Match Day becomes day of giving for Pitt medical students during coronavirus pandemic
Match Day is an occasion University of Pittsburgh medical students eagerly await each spring.
It’s a national event during which the majority of medical students across the country receive their residency assignments. The aspiring doctors usually gather together to simultaneously open letters that announce their residency training location — a pivotal step in their medical careers. This annual pairing rite is what makes Match Day special.
In recent years, Match Day has been a big party held at large venues like Petersen Events Center on the Pitt campus. The medical students raise money for the costly event.
However, as with so many others events scheduled during the covid-19 crisis, Match Day was done virtually this year. Students received their assignments via email.
When fourth-year medical student and class president Mara Rice-Stubbs realized Match Day was going to be a virtual thing, she decided to turn the medical students’ disappointment into something positive.
The money they had raised, some $11,000, was donated instead to three charities: The Birmingham Free Clinic, affiliated with the Pitt School of Medicine, which provides free health care to anyone in the area who is uninsured; North Side chef Claudy Pierre, who cooks up premade meals for single moms and children; and 412 Food Rescue, a food recovery organization for the needy.
Rice-Stubbs and second-year class president Shaquille Charles joined forces to make it a fundraiser across the medical school.
“Shaq and I were so tired of hearing about all the negative things that are happening and we just really need some good news right now,” said Rice-Stubbs. “I think a lot of people were devastated when Match Day was cancelled and so it was trying to birth something positive out of this. It’s who we are, to be honest.”
The medical students invited faculty to match their donations and raised a total of $25,000.

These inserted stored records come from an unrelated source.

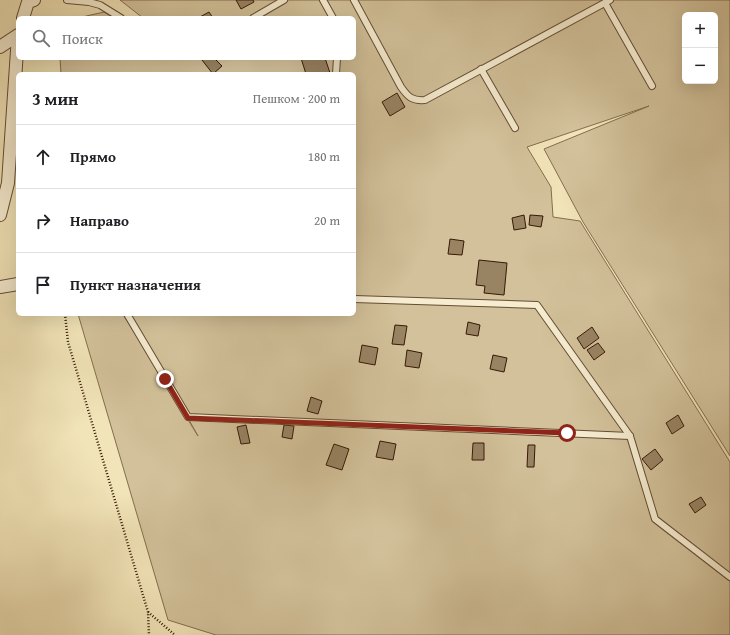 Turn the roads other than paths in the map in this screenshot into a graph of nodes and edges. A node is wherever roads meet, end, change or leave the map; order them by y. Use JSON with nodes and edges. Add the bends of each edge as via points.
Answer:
{"nodes":[{"id":1,"x":68,"y":0,"type":"edge"},
{"id":2,"x":284,"y":0,"type":"edge"},
{"id":3,"x":323,"y":0,"type":"edge"},
{"id":4,"x":354,"y":0,"type":"edge"},
{"id":5,"x":30,"y":1,"type":"edge"},
{"id":6,"x":607,"y":1,"type":"edge"},
{"id":7,"x":25,"y":16,"type":"edge"},
{"id":8,"x":118,"y":16,"type":"edge"},
{"id":9,"x":256,"y":16,"type":"edge"},
{"id":10,"x":332,"y":16,"type":"edge"},
{"id":11,"x":16,"y":37,"type":"edge"},
{"id":12,"x":0,"y":47,"type":"edge"},
{"id":13,"x":16,"y":60,"type":"edge"},
{"id":14,"x":337,"y":60,"type":"edge"},
{"id":15,"x":481,"y":70,"type":"junction"},
{"id":16,"x":336,"y":72,"type":"edge"},
{"id":17,"x":652,"y":86,"type":"dead end"},
{"id":18,"x":515,"y":128,"type":"dead end"},
{"id":19,"x":0,"y":215,"type":"edge"},
{"id":20,"x":16,"y":284,"type":"edge"},
{"id":21,"x":0,"y":287,"type":"edge"},
{"id":22,"x":356,"y":299,"type":"edge"},
{"id":23,"x":128,"y":316,"type":"edge"},
{"id":24,"x":630,"y":436,"type":"junction"},
{"id":25,"x":730,"y":577,"type":"edge"}],
"edges":[{"from":1,"to":8,"type":"lane","via":[[100,5]]},
{"from":2,"to":9,"type":"lane"},
{"from":3,"to":10,"type":"lane"},
{"from":4,"to":15,"type":"lane","via":[[408,98],[425,100]]},
{"from":5,"to":7,"type":"street"},
{"from":6,"to":15,"type":"lane"},
{"from":6,"to":17,"type":"lane"},
{"from":11,"to":12,"type":"street"},
{"from":13,"to":19,"type":"street","via":[[8,183]]},
{"from":14,"to":16,"type":"lane"},
{"from":15,"to":18,"type":"lane"},
{"from":20,"to":21,"type":"street"},
{"from":22,"to":24,"type":"lane","via":[[537,305]]},
{"from":23,"to":24,"type":"lane","via":[[188,418]]},
{"from":24,"to":25,"type":"lane","via":[[655,519]]}]}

“To just see the donations that poured in and how generous they were, upwards of a thousand dollars from individuals, was just really, really heartwarming,” Rice-Stubbs said. “One of the faculty members said she was crying as she read the email calling for support for the community. She said ‘this is why I’ve chosen to stay in Pittsburgh for the entirety of my career.’ ”

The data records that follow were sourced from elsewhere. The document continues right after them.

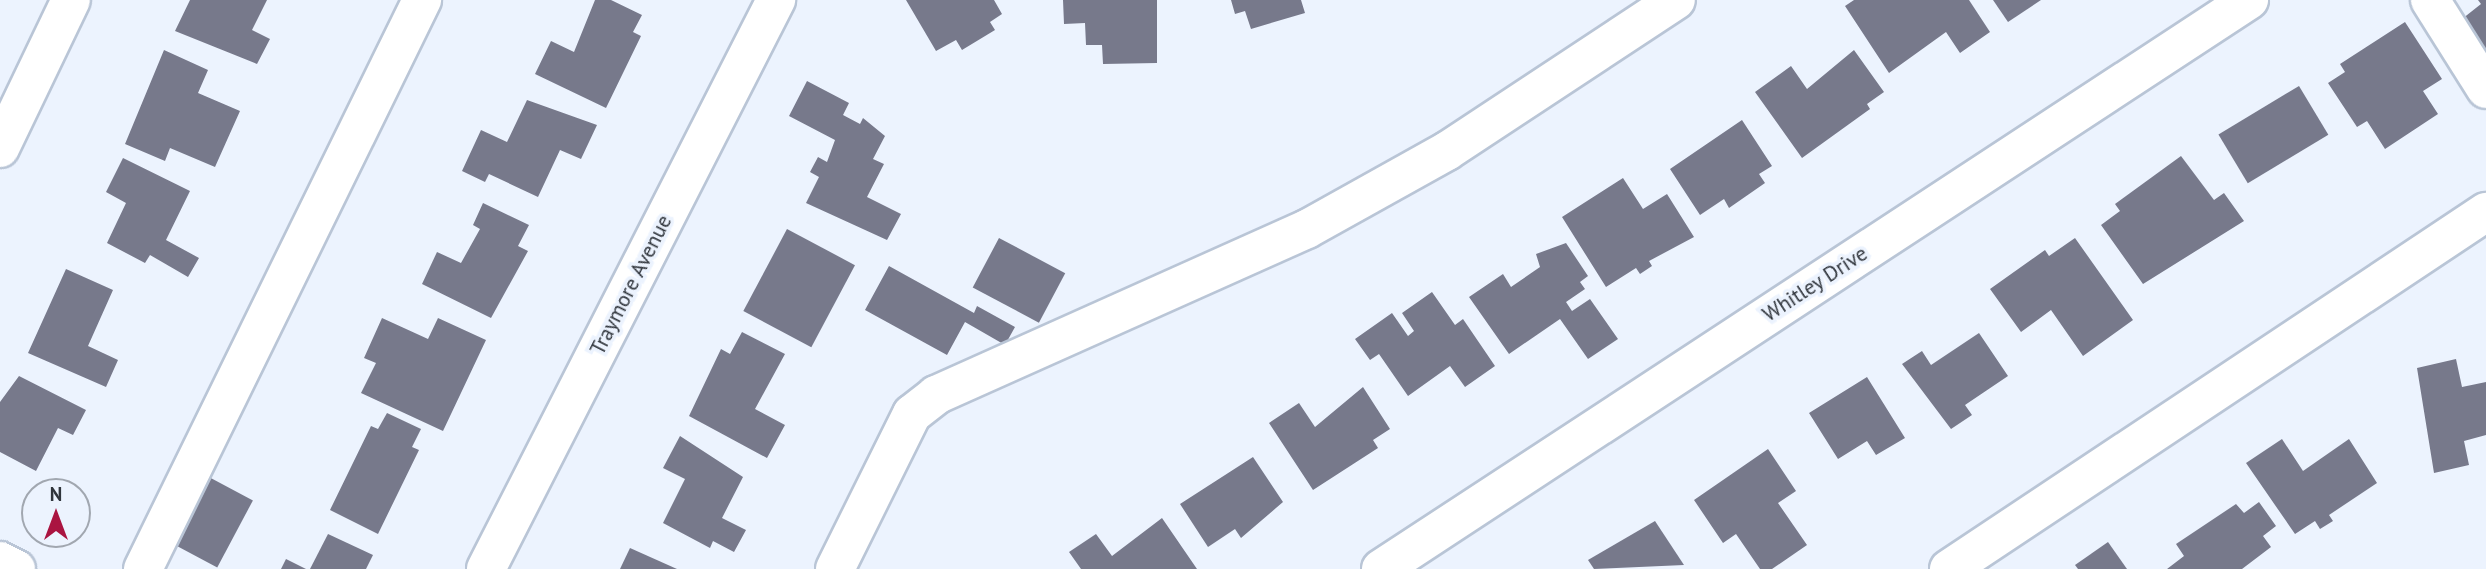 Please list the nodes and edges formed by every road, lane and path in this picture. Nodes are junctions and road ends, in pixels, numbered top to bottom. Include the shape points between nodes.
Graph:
1 (71, 0) edge
2 (422, 0) edge
3 (776, 0) edge
4 (1676, 0) edge
5 (2249, 0) edge
6 (2430, 0) edge
7 (2486, 89) edge
8 (0, 148) edge
9 (2486, 212) edge
10 (0, 561) edge
11 (16, 569) edge
12 (142, 569) edge
13 (486, 569) edge
14 (835, 569) edge
15 (1381, 569) edge
16 (1949, 569) edge

1 - 8 street
2 - 12 street
3 - 13 street, Traymore Avenue
4 - 14 street via 1447,151 1307,229 936,394 912,414
5 - 15 street, Whitley Drive
6 - 7 street
9 - 16 street
10 - 11 street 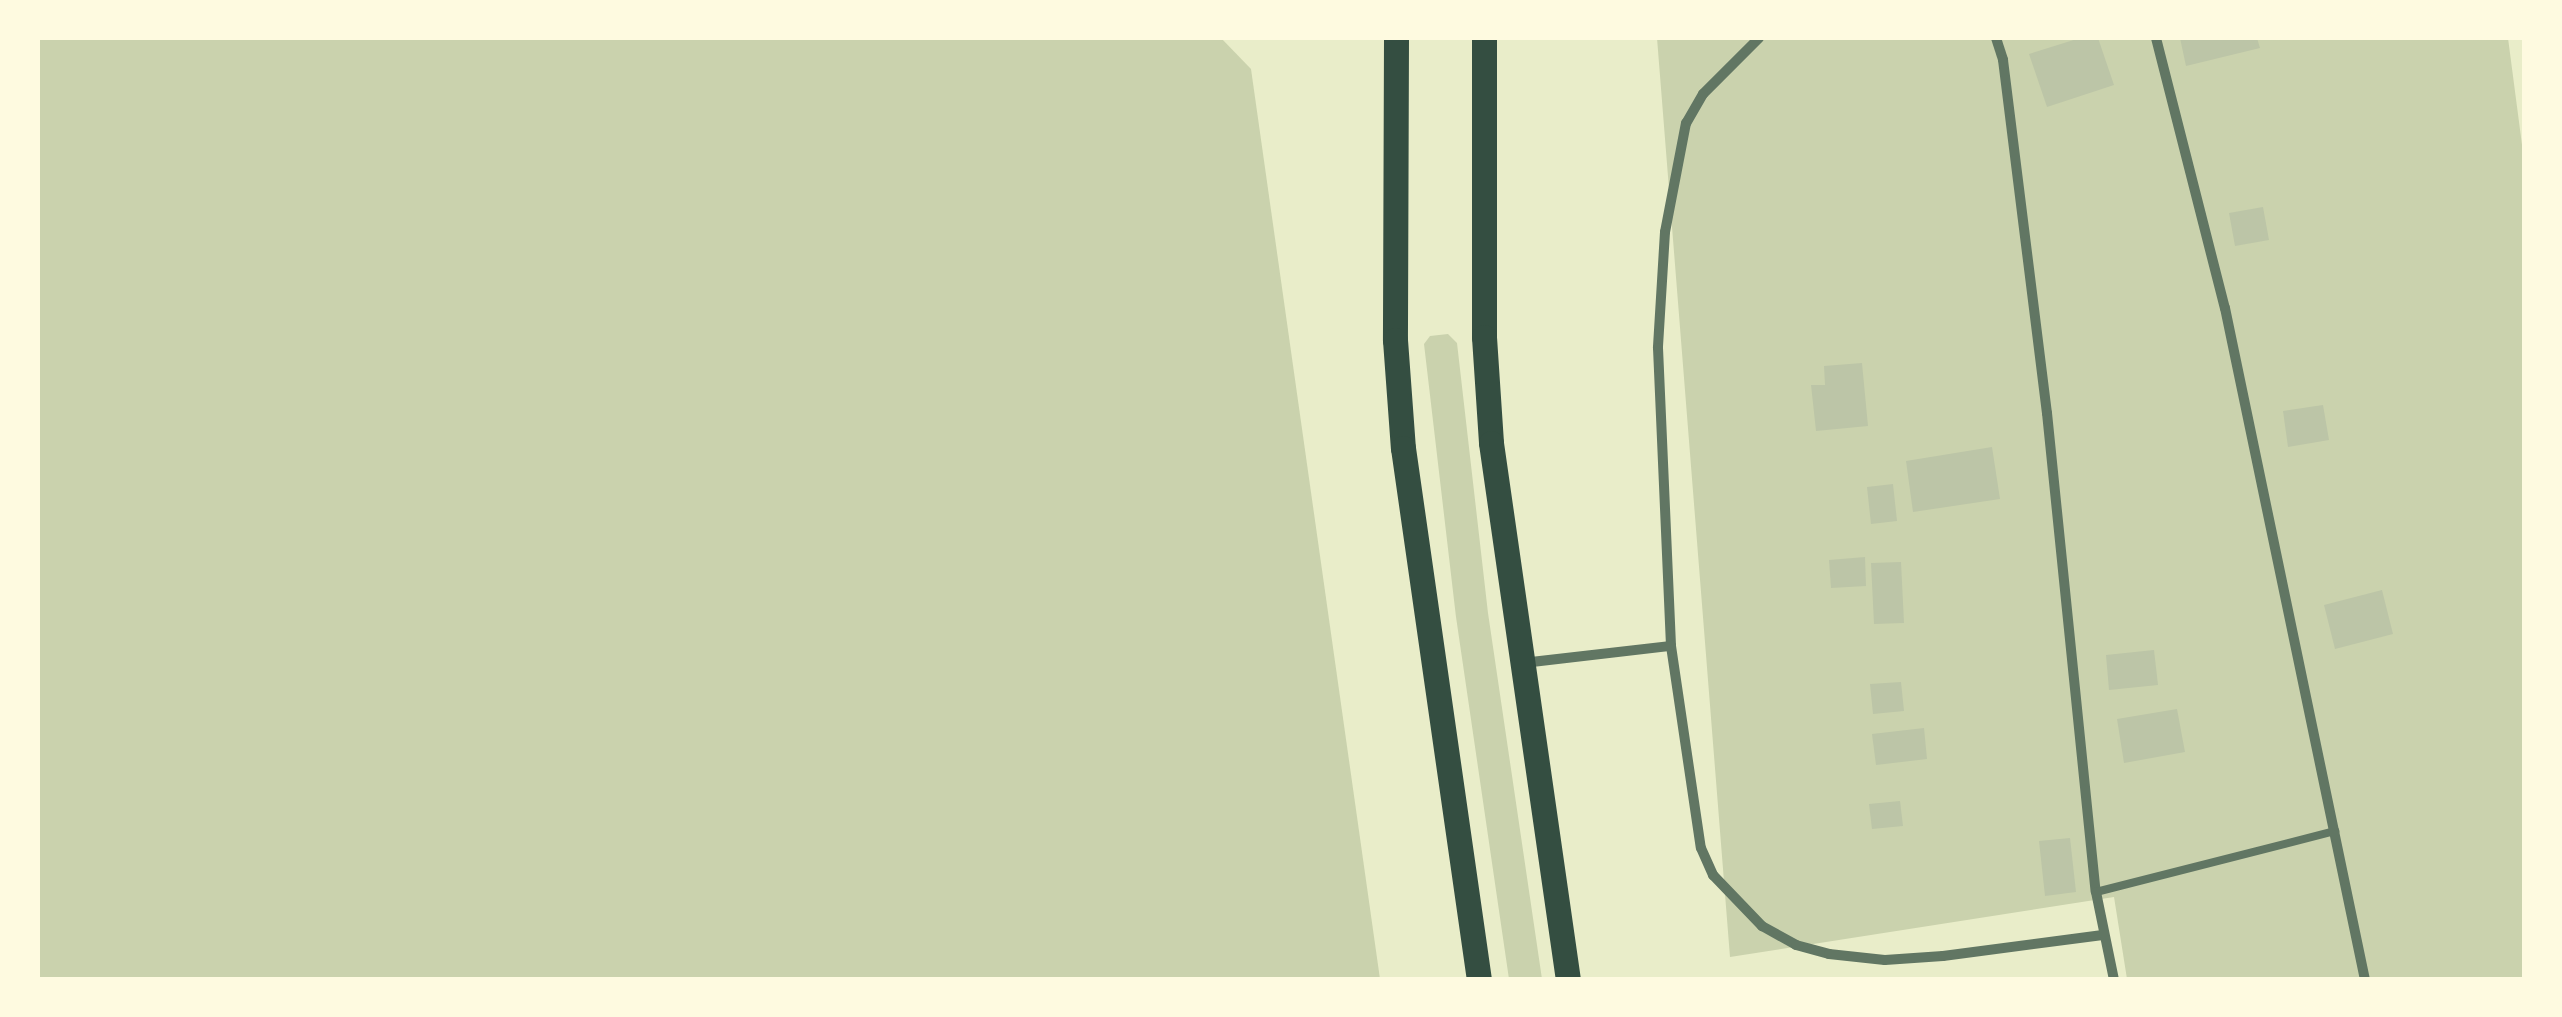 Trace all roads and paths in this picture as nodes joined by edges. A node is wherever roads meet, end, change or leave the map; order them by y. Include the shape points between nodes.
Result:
1 (1396, 38) edge
2 (1484, 38) edge
3 (1758, 38) edge
4 (1996, 38) edge
5 (2156, 38) edge
6 (1671, 646) junction
7 (1520, 664) junction
8 (2334, 831) junction
9 (2096, 892) junction
10 (2103, 935) junction
11 (1479, 980) edge
12 (1568, 980) edge
13 (2114, 980) edge
14 (2365, 980) edge

1 - 11 main road via 1395,340 1404,448
2 - 7 main road via 1484,337
3 - 6 street via 1703,94 1686,124 1665,232 1658,348
4 - 9 street via 2049,431
5 - 8 street via 2224,308
6 - 7 street
6 - 10 street via 1701,848 1713,875 1762,926 1796,945 1884,960
7 - 12 main road
8 - 9 lane
8 - 14 street
9 - 10 street
10 - 13 street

Rice-Stubbs said knowing that the medical students’ impact extended to three really important entities more than makes up for losing Match Day.
“It would have been just a brief moment in time of celebration, but this really impacts people across the community,” she said
As for Rice-Stubbs’ Match Day match, she is staying in Pittsburgh. She was assigned to UPMC, where she will be involved in child psychiatry, her specialty.